Source information ::
↓↓↓

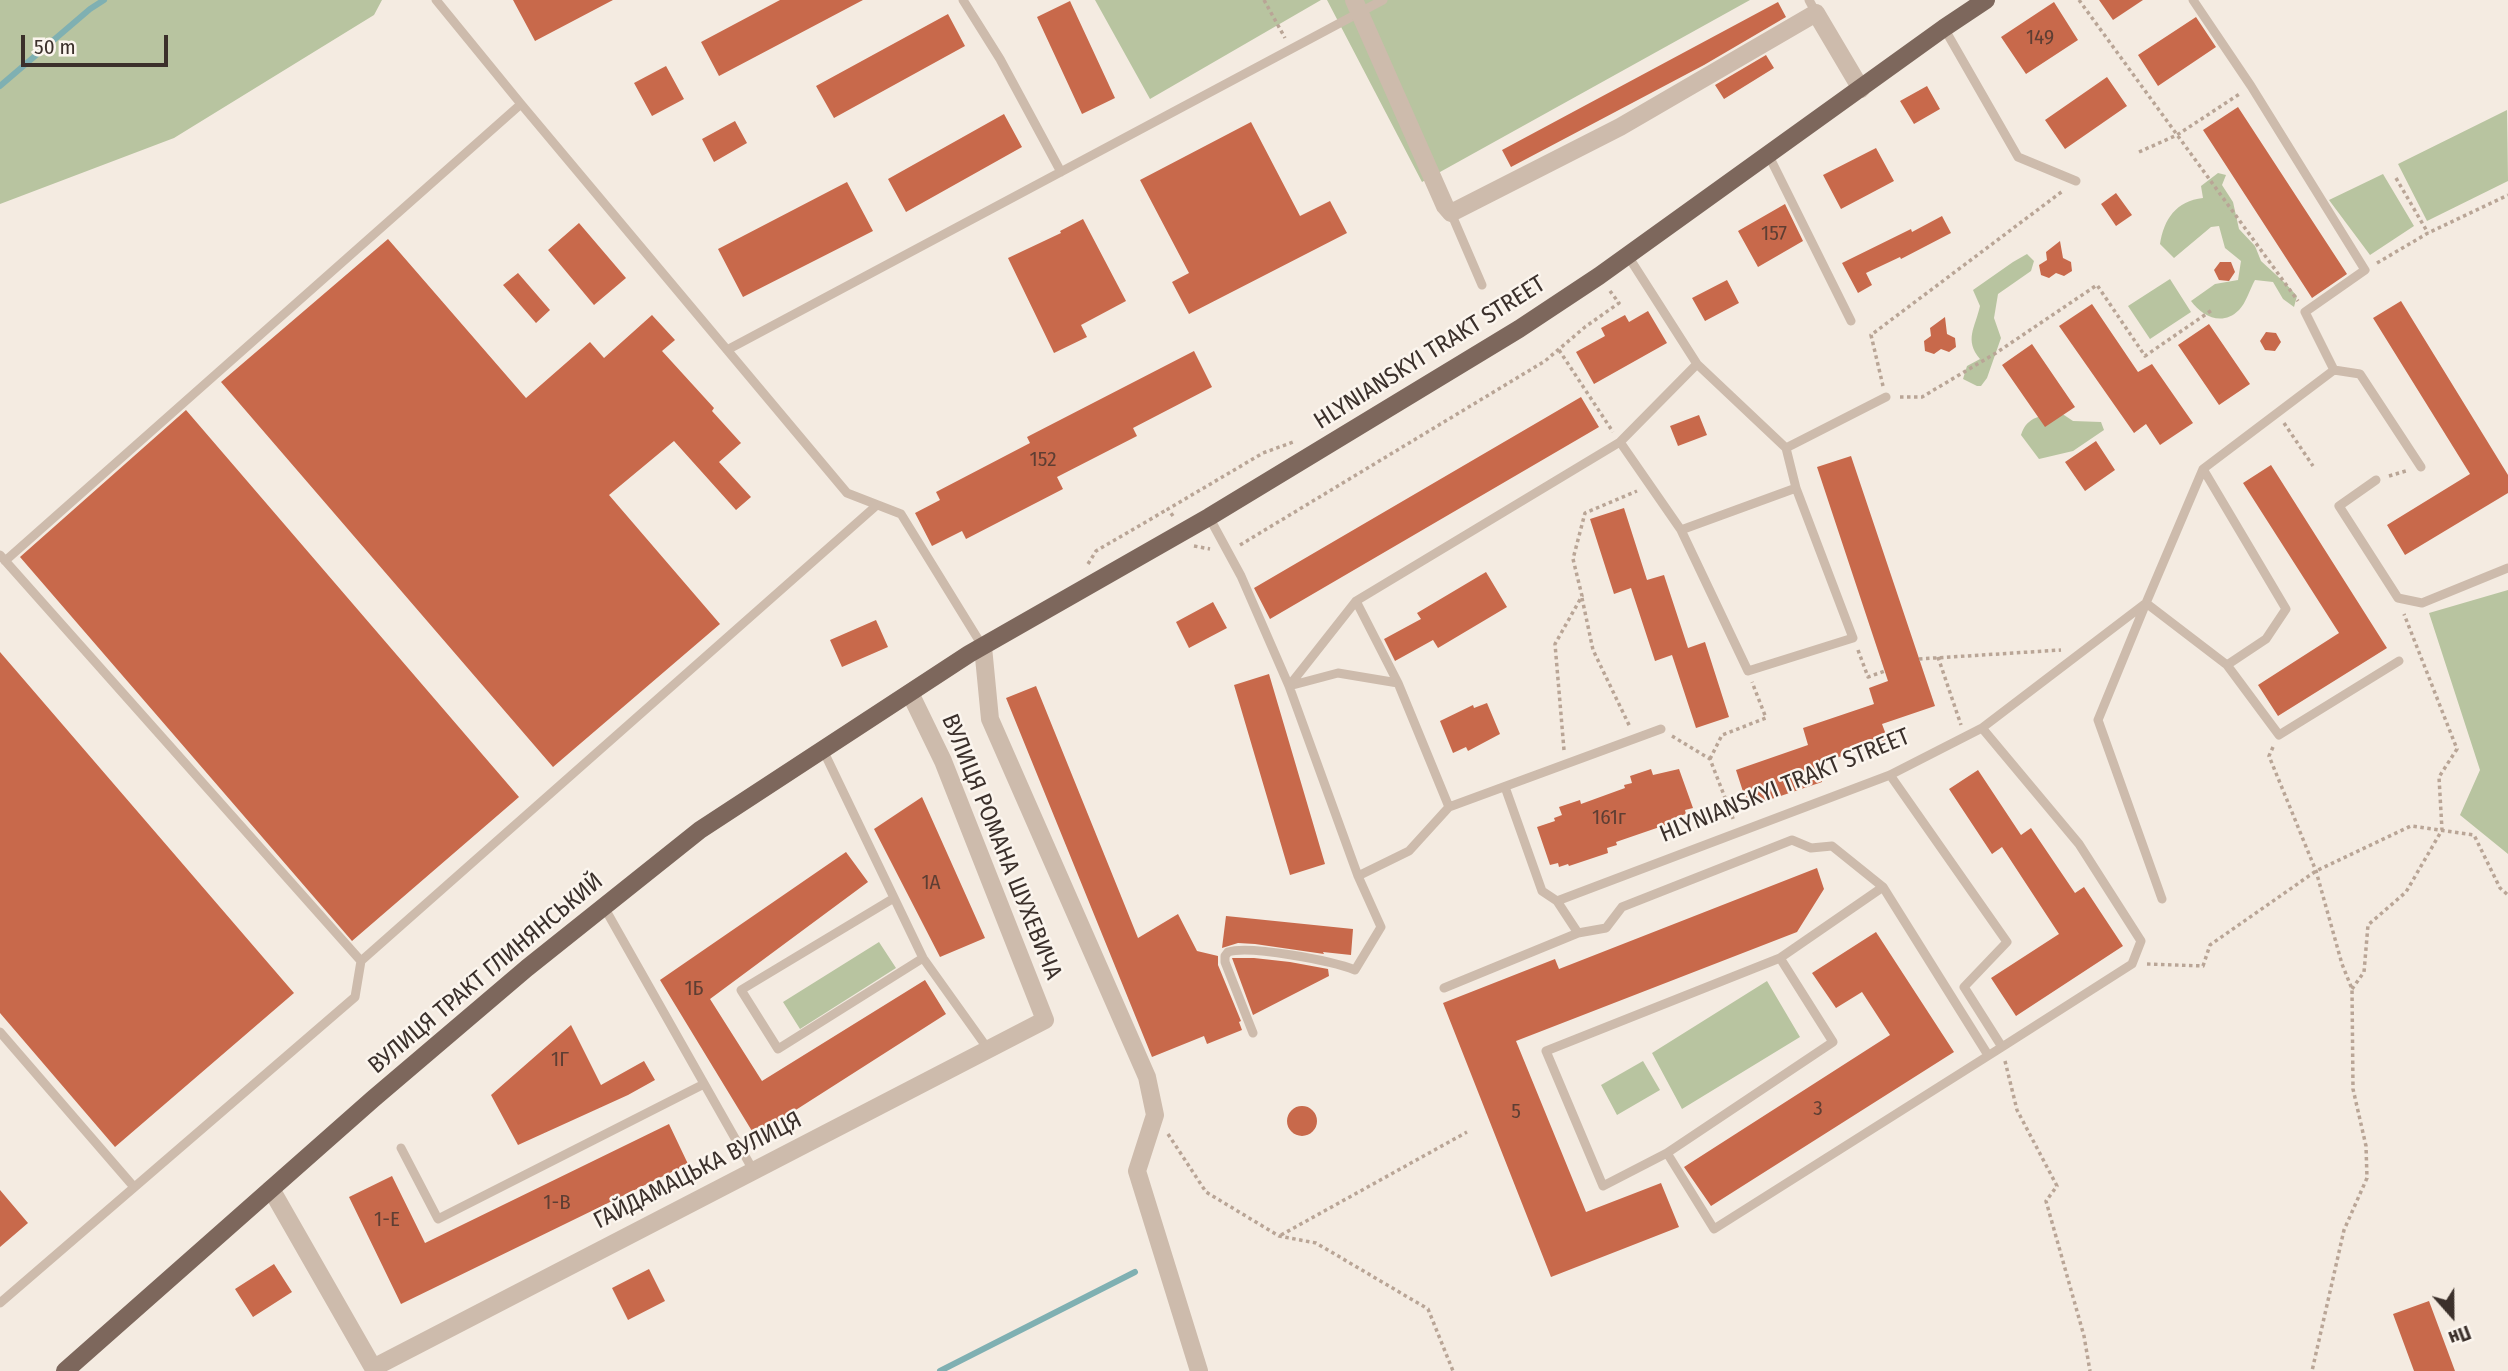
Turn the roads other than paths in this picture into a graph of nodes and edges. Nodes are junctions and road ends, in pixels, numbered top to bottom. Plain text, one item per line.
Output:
1 (436, 0) edge
2 (963, 0) edge
3 (1383, 0) edge
4 (1986, 0) edge
5 (2193, 0) edge
6 (1357, 6) edge
7 (1812, 6) edge
8 (1944, 27) junction
9 (1861, 89) junction
10 (521, 104) junction
11 (1769, 154) junction
12 (1061, 172) junction
13 (2076, 181) road end
14 (1451, 213) junction
15 (1628, 256) junction
16 (1482, 285) dead end
17 (1852, 321) dead end
18 (727, 349) junction
19 (1697, 364) junction
20 (2334, 370) junction
21 (1886, 397) road end
22 (1620, 442) junction
23 (1786, 448) junction
24 (2421, 467) road end
25 (2203, 469) junction
26 (2376, 480) road end
27 (1796, 488) junction
28 (877, 505) junction
29 (1209, 517) junction
30 (1681, 530) junction
31 (3, 558) edge
32 (2508, 568) edge
33 (1356, 601) junction
34 (2146, 603) junction
35 (976, 650) junction
36 (2399, 661) dead end
37 (2227, 665) junction
38 (1398, 683) junction
39 (1289, 686) junction
40 (910, 692) junction
41 (1982, 728) junction
42 (1661, 729) road end
43 (823, 750) junction
44 (1890, 775) junction
45 (1505, 788) junction
46 (1449, 807) junction
47 (1359, 876) junction
48 (1883, 887) junction
49 (894, 898) junction
50 (2162, 899) dead end
51 (1557, 901) junction
52 (604, 907) junction
53 (1578, 933) junction
54 (923, 958) junction
55 (1780, 958) junction
56 (361, 961) junction
57 (1444, 988) dead end
58 (1045, 1020) joint
59 (0, 1032) edge
60 (1253, 1033) dead end
61 (2002, 1047) junction
62 (988, 1049) junction
63 (1989, 1055) junction
64 (704, 1084) junction
65 (401, 1148) dead end
66 (1667, 1153) junction
67 (753, 1170) junction
68 (134, 1187) junction
69 (271, 1189) junction
70 (0, 1303) edge
71 (374, 1369) edge
72 (1193, 1370) edge
73 (65, 1371) edge

1 - 10 lane
2 - 12 lane
3 - 6 lane
4 - 8 main road, HLYNIANSKYI TRAKT STREET
5 - 20 lane
6 - 12 lane
6 - 14 street
7 - 9 street
7 - 14 street
8 - 9 main road, HLYNIANSKYI TRAKT STREET
8 - 13 lane
9 - 11 main road, HLYNIANSKYI TRAKT STREET
10 - 18 lane
10 - 31 lane
11 - 15 main road, HLYNIANSKYI TRAKT STREET
11 - 17 lane
12 - 18 lane
14 - 16 lane
15 - 19 lane
15 - 29 main road, HLYNIANSKYI TRAKT STREET
18 - 28 lane
19 - 22 lane
19 - 23 lane
20 - 24 lane
20 - 25 lane, HLYNIANSKYI TRAKT STREET
21 - 23 lane
22 - 30 lane
22 - 33 lane
23 - 27 lane
25 - 34 lane, HLYNIANSKYI TRAKT STREET
25 - 37 lane
26 - 32 lane
27 - 30 lane
27 - 30 lane
28 - 35 lane
28 - 56 lane
29 - 35 main road, HLYNIANSKYI TRAKT STREET
29 - 39 lane
31 - 56 lane
33 - 38 lane
33 - 39 lane
34 - 37 lane
34 - 41 lane, HLYNIANSKYI TRAKT STREET
34 - 50 lane
35 - 40 main road, ВУЛИЦЯ ТРАКТ ГЛИНЯНСЬКИЙ
35 - 72 street
36 - 37 lane
38 - 39 lane
38 - 46 lane
39 - 47 lane
40 - 43 main road, ВУЛИЦЯ ТРАКТ ГЛИНЯНСЬКИЙ
40 - 58 street, ВУЛИЦЯ РОМАНА ШУХЕВИЧА
41 - 44 lane, HLYNIANSKYI TRAKT STREET
41 - 61 lane
42 - 45 lane
43 - 49 lane
43 - 52 main road, ВУЛИЦЯ ТРАКТ ГЛИНЯНСЬКИЙ
44 - 51 lane, HLYNIANSKYI TRAKT STREET
44 - 61 lane
45 - 46 lane
45 - 51 lane
46 - 47 lane
47 - 60 lane
48 - 53 lane
48 - 55 lane
48 - 63 lane
49 - 54 lane
49 - 54 lane
51 - 53 lane
52 - 64 lane
52 - 69 main road, ВУЛИЦЯ ТРАКТ ГЛИНЯНСЬКИЙ
53 - 57 lane
54 - 62 lane
55 - 66 lane
55 - 66 lane
56 - 68 lane
58 - 62 street, ГАЙДАМАЦЬКА ВУЛИЦЯ
59 - 68 lane
61 - 63 lane
62 - 67 street, ГАЙДАМАЦЬКА ВУЛИЦЯ
63 - 66 lane
64 - 65 lane
64 - 67 lane
67 - 71 street, ГАЙДАМАЦЬКА ВУЛИЦЯ
68 - 70 lane
69 - 71 street
69 - 73 main road, ВУЛИЦЯ ТРАКТ ГЛИНЯНСЬКИЙ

↑↑↑

Problem description :: Work out how many lines in the material contain the string "HLYNIANSKYI", then write that number and nothing more.

Your solution :: 11